Öffentliche Toiletten und die Touchscreen-Displays von Smartphones weisen die gleichen hygienischen Bedingungen auf. Abhilfe soll ein Display schaffen, das man zum Bedienen nicht berühren muss.
Der Siegeszug des Smartphones wäre ohne das Touchscreen-Display undenkbar. Einfach per Fingertipp auf dem Bildschirm die Nummer wählen oder eine Nachricht schreiben – unkomplizierter geht’s kaum. Hygienischer dagegen schon. Denn durch das ständige „Getouche“ sammeln sich Bakterien und Keime auf dem Bildschirm – Experten stufen das Smartphone als Infektionsquelle gar als genauso gefährlich ein wie öffentliche Toiletten. Wie wäre es also mit einem Display, das man beim Bedienen gar nicht mehr direkt berühren muss?

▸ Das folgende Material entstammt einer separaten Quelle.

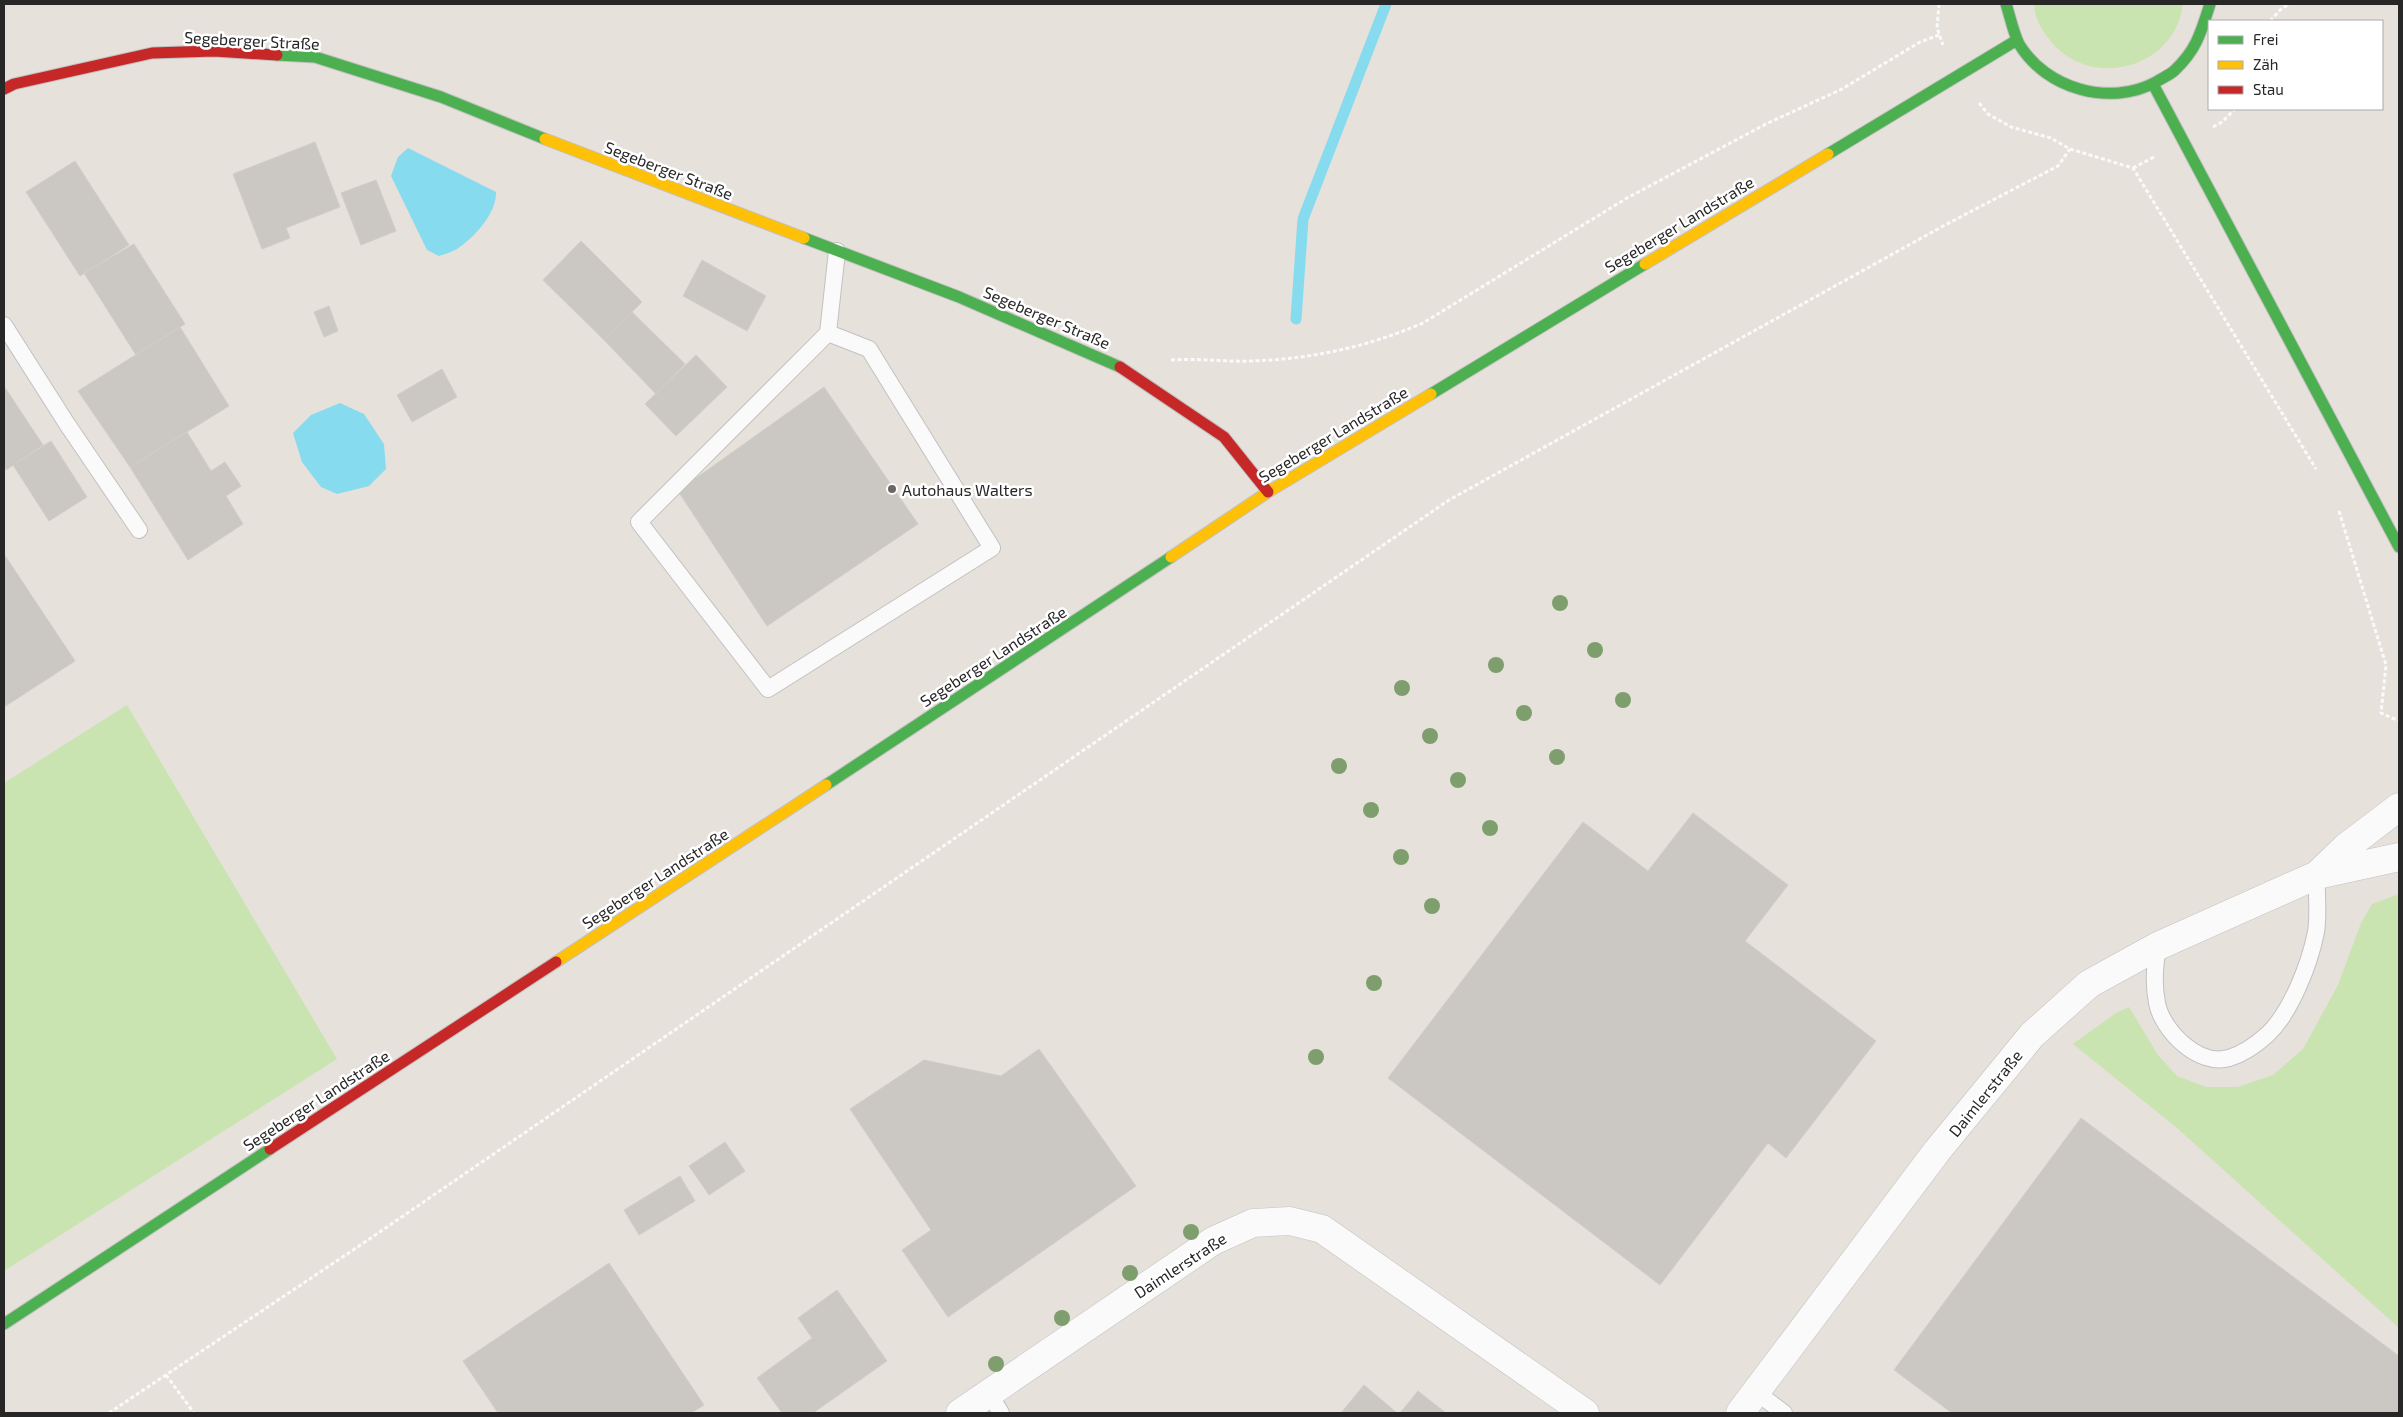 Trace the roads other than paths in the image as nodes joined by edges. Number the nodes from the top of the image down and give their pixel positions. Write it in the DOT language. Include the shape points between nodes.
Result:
graph roads {
  1 [pos="2006,4"];
  2 [pos="2210,4"];
  3 [pos="2017,40"];
  4 [pos="2153,84"];
  5 [pos="4,90"];
  6 [pos="837,251"];
  7 [pos="4,325"];
  8 [pos="828,333"];
  9 [pos="1268,492"];
  10 [pos="139,530"];
  11 [pos="2399,547"];
  12 [pos="2398,807"];
  13 [pos="2399,857"];
  14 [pos="2317,875"];
  15 [pos="2158,946"];
  16 [pos="4,1324"];
  17 [pos="995,1403"];
  18 [pos="1748,1403"];
  19 [pos="960,1413"];
  20 [pos="1585,1413"];
  21 [pos="1784,1413"];
  1 -- 3 [label="main road"];
  2 -- 4 [label="main road" via="2203,32 2189,56 2169,75"];
  3 -- 4 [label="main road" via="2039,69 2059,83 2082,92 2118,94"];
  3 -- 9 [label="main road, Segeberger Landstraße"];
  4 -- 11 [label="main road"];
  5 -- 6 [label="main road, Segeberger Straße" via="14,84 152,52 214,51 315,57 441,97"];
  6 -- 8 [label="lane"];
  6 -- 9 [label="main road, Segeberger Straße" via="959,297 1116,364 1224,437"];
  7 -- 10 [label="lane" via="66,424"];
  8 -- 8 [label="lane" via="639,522 768,689 992,548 869,349"];
  9 -- 16 [label="main road, Segeberger Landstraße"];
  12 -- 14 [label="street, Daimlerstraße" via="2345,848"];
  13 -- 14 [label="street, Daimlerstraße"];
  14 -- 15 [label="street, Daimlerstraße"];
  14 -- 15 [label="lane" via="2316,932 2298,988 2269,1033 2252,1047 2228,1058 2208,1058 2187,1046 2168,1028 2157,1005 2154,978"];
  15 -- 18 [label="street, Daimlerstraße" via="2089,984 2032,1035 1937,1151"];
  17 -- 19 [label="street, Daimlerstraße"];
  17 -- 20 [label="street, Daimlerstraße" via="1213,1241 1253,1223 1290,1221 1322,1230"];
  18 -- 21 [label="lane"];
}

„Touchless“ nennen das die Forscher. Am Max-Planck-Institut (MPI) für Festkörperforschung in Stuttgart und der LMU München sind sie dem berührungslosen Display jetzt einen großen Schritt nähergekommen. Die Wissenschaftler haben Nanostrukturen entwickelt, die auf Feuchtigkeit ansprechen, die der menschliche Körper abgibt. Dabei machen sie sich eine Eigenschaft des Menschen zunutze, die im Alltag oft eher lästig ist: das Schwitzen. „Man muss allerdings gar nicht schwitzen, die normale Feuchtigkeit, die den Finger umgibt, reicht“, erklärt MPI-Forscherin Bettina Lotsch. Durch winzige Poren in der Haut gibt der Körper ständig Wassermoleküle ab. So reicht es, den Finger bis auf wenige Millimeter dem Display zu nähern, um ein Signal auszulösen – und so das Smartphone zu bedienen.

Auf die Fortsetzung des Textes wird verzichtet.